REDalign：利用残差编码器-解码器网络进行精确的 RNA 结构配准。

背景：RNA 二级结构比对是识别 RNA 序列中保守结构模式的基础程序，可通过比较基因组分析加深我们对新型 RNA 的理解。虽然存在各种用于 RNA 结构比对的计算策略，但它们往往具有很高的计算复杂性。具体来说，在处理一组结构未知的 RNA 时，同时预测它们的共识二级结构和确定最佳序列比对的任务需要对每对 RNA 进行 O ( L 6 ) 的计算。这样极高的计算复杂度使得这些方法尽管具有精确的比对能力，但在大规模分析中并不实用：在本文中，我们介绍了 REDalign，一种基于深度学习的 RNA 二级结构配准创新方法。通过利用残差编码器-解码器网络，REDalign 可以有效捕捉共识结构并优化结构配准。在这种学习模型中，编码器网络利用分层金字塔吸收高级结构特征。同时，解码器网络通过残余跳转连接进行增强，整合多层次编码特征，以更少的参数集学习详细的特征层次。与 Sankoff 算法相比，REDalign 大大降低了计算复杂度，并能有效处理非嵌套结构，包括对传统配准方法具有挑战性的伪节点。广泛的评估结果表明，REDalign 具有卓越的准确性和可观的计算效率：REDalign 在 RNA 二级结构配准方面取得了重大进展，在高配准精度和低计算需求之间实现了平衡。REDalign 能够处理复杂的 RNA 结构（包括假结点），是进行大规模 RNA 分析的有效工具，对加速 RNA 研究和比较基因组学的发现具有潜在意义。

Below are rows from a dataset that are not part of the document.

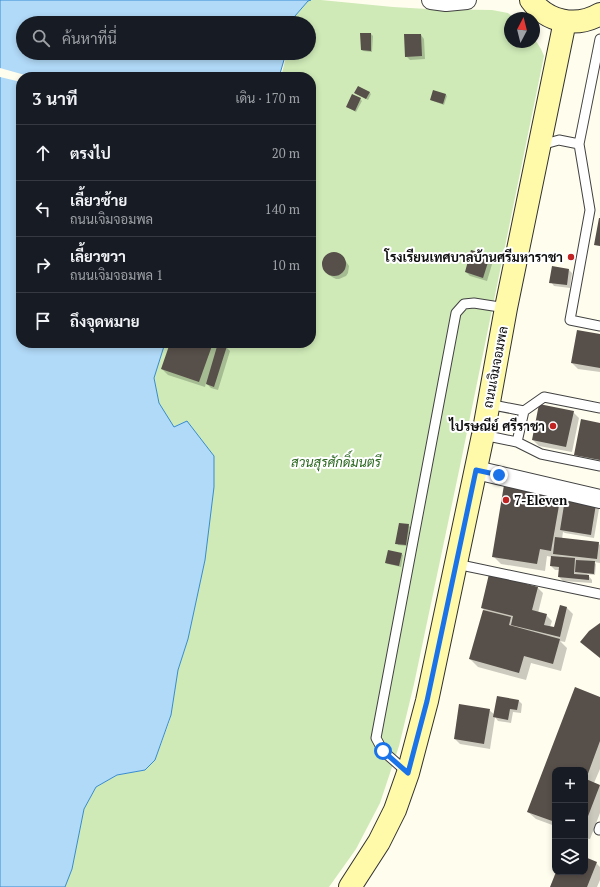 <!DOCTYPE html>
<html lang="th">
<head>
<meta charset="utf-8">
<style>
	:root { --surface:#171b24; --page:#20242c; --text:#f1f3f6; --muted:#9ea1a6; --line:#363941 }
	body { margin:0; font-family:"PT Serif",Sarabun,serif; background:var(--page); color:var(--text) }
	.controls { position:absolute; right:12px; bottom:12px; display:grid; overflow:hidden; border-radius:8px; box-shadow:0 2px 6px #0003 }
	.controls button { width:36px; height:36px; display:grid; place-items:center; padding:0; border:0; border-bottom:1px solid var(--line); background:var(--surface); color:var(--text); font:20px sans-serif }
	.compass { position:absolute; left:504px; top:12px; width:36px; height:36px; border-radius:50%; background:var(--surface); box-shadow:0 2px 6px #0003; rotate:7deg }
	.stop { position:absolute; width:12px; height:12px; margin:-9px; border:3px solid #1a73e8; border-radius:50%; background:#fff }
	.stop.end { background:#1a73e8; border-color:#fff; box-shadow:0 1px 4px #0008 }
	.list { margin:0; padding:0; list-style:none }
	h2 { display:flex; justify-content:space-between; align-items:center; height:52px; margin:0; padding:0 16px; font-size:17px }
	h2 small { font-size:13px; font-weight:400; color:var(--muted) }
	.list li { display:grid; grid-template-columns:26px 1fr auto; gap:12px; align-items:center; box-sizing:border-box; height:56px; padding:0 16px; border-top:1px solid var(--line) }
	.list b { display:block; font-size:15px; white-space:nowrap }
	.list p { margin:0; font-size:13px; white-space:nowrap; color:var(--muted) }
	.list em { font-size:13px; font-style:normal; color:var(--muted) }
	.icon { flex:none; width:22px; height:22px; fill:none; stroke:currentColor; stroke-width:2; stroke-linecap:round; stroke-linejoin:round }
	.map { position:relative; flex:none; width:600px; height:887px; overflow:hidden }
	.search { position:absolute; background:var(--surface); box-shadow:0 2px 6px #0003; left:16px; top:16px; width:300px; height:44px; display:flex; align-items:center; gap:10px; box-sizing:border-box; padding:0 14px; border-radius:22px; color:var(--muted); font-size:15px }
	.panel { position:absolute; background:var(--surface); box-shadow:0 2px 6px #0003; left:16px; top:72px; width:300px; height:276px; border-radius:16px }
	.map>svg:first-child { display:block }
</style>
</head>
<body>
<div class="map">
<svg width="600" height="887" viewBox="0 0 600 887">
	<rect width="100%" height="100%" fill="#fffdee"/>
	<path fill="#cfeab7" d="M311 0H321L393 7 427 9 492 10 508 13 514 18H510V42H534V38L541 49 544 56 460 466 414 684 399 746 380 803 356 849 329 887H65L72 869 84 809 96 787 117 775 145 770 155 760 170 720 178 670 188 639 205 560 174 427 165 419 159 403 154 378 165 343H311V77H281L287 53H309V23H294L295 16 308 1Z"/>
	<path fill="#b1daf8" stroke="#378bd1" d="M0 0H311L308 1 295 16 294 23H23V53H286L279 77H21V343H165L154 378 159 403 174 427 187 421 214 456V487L205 560 188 639 178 670 171 715 155 760 145 770 117 775 96 787 84 809 72 869 65 887H0Z"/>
	<path fill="#fffdee" d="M0 68 32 77H21V82L0 77Z"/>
	<path fill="#0003" d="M361 34H371L373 36 372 52 363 51 362 50Z
		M421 35 424 39 425 59 410 60 406 56Z
		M369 92 371 94 368 100 357 94Z
		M445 94 447 96 444 105 433 101 431 100Z
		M360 99 362 101 356 112 347 107Z
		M330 254H333L341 256 345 260 349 266 348 273 346 276 339 279H336L332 277 325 270 324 267V261L325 258Z
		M489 257 493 261 487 281 470 276 466 272Z
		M569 270 572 273 570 288 554 286 551 282Z
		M600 335V372L578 369 572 363Z
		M171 343H220V345L226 347 230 351 218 390 211 388 206 383 205 387 168 375 162 369Z
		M573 412 579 418 572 452 539 446 533 440Z
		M600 424V464L581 460 575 455Z
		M560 495 565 500 596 505 599 509 594 538 565 533 563 532 562 539 598 543 600 545V563L594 562 596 564 595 575 587 574 592 580V583L563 581 559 577 560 570H555L551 566 552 557 547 556 545 571 501 564 493 556Z
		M408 525 410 527 407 546 398 545 397 543Z
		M401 554 403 555 401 567 388 564 386 563Z
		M537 587 543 593 538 613 546 615 552 621 550 627 555 628 560 606 567 608 573 614 565 642 560 641 567 648 561 671 531 663 526 680 478 667 470 659 484 610 482 608Z
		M600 698V769L594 783 600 786V813L590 839 585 838V770H555V826L536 819 528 812Z
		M518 700 522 704 521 713 513 712 511 723 498 721 495 717 490 749 460 744 455 739 489 710 495 715Z
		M585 858 596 863 600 867V880L597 887H551L557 872H585Z"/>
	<path fill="#574f4a" d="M360 33H371V51L361 50Z
		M404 34H421L422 56 405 57Z
		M358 86 370 92 366 99 354 93Z
		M433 90 446 94 443 104 430 100Z
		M352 94 361 98 355 111 346 107Z
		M599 218H600V246L594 245Z
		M471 250 490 256 483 278 465 272Z
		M322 264a12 12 0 1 1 24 0a12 12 0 1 1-24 0Z
		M552 266 569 269 567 285 549 283Z
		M577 330 600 334V368L571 363Z
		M170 343H213L199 382 161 369Z
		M218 343 227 346 214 387 206 384Z
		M539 404 574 411 566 447 532 440Z
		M581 419 600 423V460L574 455Z
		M504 485 561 494 551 551 540 549 537 564 492 557Z
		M565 499 596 504 591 535 560 530Z
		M399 523 409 524 406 545 395 544Z
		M555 537 599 542 597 559 553 554Z
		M388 550 402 553 399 566 385 563Z
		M551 556 575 558 574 574 589 575V580L558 577 559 567 550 566Z
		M576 560 595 561 594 574 575 572Z
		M489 574 538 587 532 610 547 614 544 625 554 627 560 605 567 607 560 637 511 625 513 616 481 608Z
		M483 610 511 617 509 625 560 639 553 664 524 656 519 673 469 659Z
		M600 623V658L580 642 589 631Z
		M575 687 600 697V741L586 779 600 785 585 824V770H555V822L527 812Z
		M497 696 519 700 517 710 510 709 508 720 493 717Z
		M459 704 490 709 484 744 454 739Z
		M585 857 597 862 587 887H550L556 872H585Z"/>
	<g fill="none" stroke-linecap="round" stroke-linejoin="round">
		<g stroke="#414141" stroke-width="11">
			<path id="lane" d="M579 144 590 210 570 320 600 326
				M541 145 559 140 579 144 600 39
				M488 404 524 411 544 397 600 408
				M483 435 517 442 541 454 600 466
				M517 442 524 411
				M456 564 600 594
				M407 772 383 751 376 738 456 313 464 304 474 303 506 308
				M599 830 600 827"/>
		</g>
		<g stroke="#414141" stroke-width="20">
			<path id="street" d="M431 0 446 2 467 0
				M476 470 600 499"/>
		</g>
		<g stroke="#303030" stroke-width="24">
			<path id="secondary" d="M531 0C547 22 576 28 600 14
				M350 887 379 842 395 810 408 773 427 701 483 435 506 308 565 21"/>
		</g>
		<use href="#lane" stroke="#fff" stroke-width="9"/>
		<use href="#street" stroke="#fff" stroke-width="18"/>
		<use href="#secondary" stroke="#fffaa9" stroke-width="22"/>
	</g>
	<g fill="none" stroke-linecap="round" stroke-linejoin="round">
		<path stroke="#1a73e8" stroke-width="5" d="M383 751 408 773 427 701 476 470 499 475"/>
	</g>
	<g fill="#c12322" stroke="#fff" stroke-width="1.5">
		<circle cx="571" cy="257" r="4"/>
		<circle cx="553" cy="426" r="4"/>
		<circle cx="506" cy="500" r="4"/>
	</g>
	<g text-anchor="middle" stroke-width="4" stroke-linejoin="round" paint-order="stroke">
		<g font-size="13" font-weight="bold" fill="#0e0e0e" stroke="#fff" text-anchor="end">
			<text x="563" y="262">โรงเรียนเทศบาลบ้านศรีมหาราชา</text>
			<text x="545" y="431">ไปรษณีย์ ศรีราชา</text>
			<text x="514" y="505" text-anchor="start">7-Eleven</text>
		</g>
		<g font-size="13" fill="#0e0e0e" stroke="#fff">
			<text transform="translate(495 367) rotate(-79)" y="5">ถนนเจิมจอมพล</text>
		</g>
		<g font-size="13" font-style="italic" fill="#28671c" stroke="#fff">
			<text x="336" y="467">สวนสุรศักดิ์มนตรี</text>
		</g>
	</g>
</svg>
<div class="controls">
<button>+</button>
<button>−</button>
<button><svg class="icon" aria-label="layers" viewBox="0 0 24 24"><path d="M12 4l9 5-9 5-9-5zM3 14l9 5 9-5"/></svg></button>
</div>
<svg class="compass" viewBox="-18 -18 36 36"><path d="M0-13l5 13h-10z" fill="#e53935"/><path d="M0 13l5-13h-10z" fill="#9ea1a6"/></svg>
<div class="stop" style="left:383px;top:751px"></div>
<div class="stop end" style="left:499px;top:475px"></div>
<div class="search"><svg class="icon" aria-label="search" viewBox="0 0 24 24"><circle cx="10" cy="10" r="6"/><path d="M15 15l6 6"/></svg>ค้นหาที่นี่</div>
<section class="panel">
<h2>3 นาที<small>เดิน · 170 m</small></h2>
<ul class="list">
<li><svg class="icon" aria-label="ahead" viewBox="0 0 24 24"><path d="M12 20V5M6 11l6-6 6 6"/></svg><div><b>ตรงไป</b></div><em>20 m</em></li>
<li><svg class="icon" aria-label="left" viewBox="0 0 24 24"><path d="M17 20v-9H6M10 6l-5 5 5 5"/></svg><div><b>เลี้ยวซ้าย</b><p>ถนนเจิมจอมพล</p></div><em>140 m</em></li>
<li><svg class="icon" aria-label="right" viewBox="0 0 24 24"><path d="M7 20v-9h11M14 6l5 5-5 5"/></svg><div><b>เลี้ยวขวา</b><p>ถนนเจิมจอมพล 1</p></div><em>10 m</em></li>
<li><svg class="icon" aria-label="arrive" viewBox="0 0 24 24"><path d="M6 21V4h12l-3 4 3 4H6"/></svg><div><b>ถึงจุดหมาย</b></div></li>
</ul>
</section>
</div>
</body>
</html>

本文章由计算机程序翻译，如有差异，请以英文原文为准。

求助全文

约1分钟内获得全文求助全文

来源期刊

BMC Bioinformatics 生物-生化研究方法

CiteScore

5.70

自引率

3.30%

发文量

506

审稿时长

4.3 months

期刊介绍： BMC Bioinformatics is an open access, peer-reviewed journal that considers articles on all aspects of the development, testing and novel application of computational and statistical methods for the modeling and analysis of all kinds of biological data, as well as other areas of computational biology. BMC Bioinformatics is part of the BMC series which publishes subject-specific journals focused on the needs of individual research communities across all areas of biology and medicine. We offer an efficient, fair and friendly peer review service, and are committed to publishing all sound science, provided that there is some advance in knowledge presented by the work.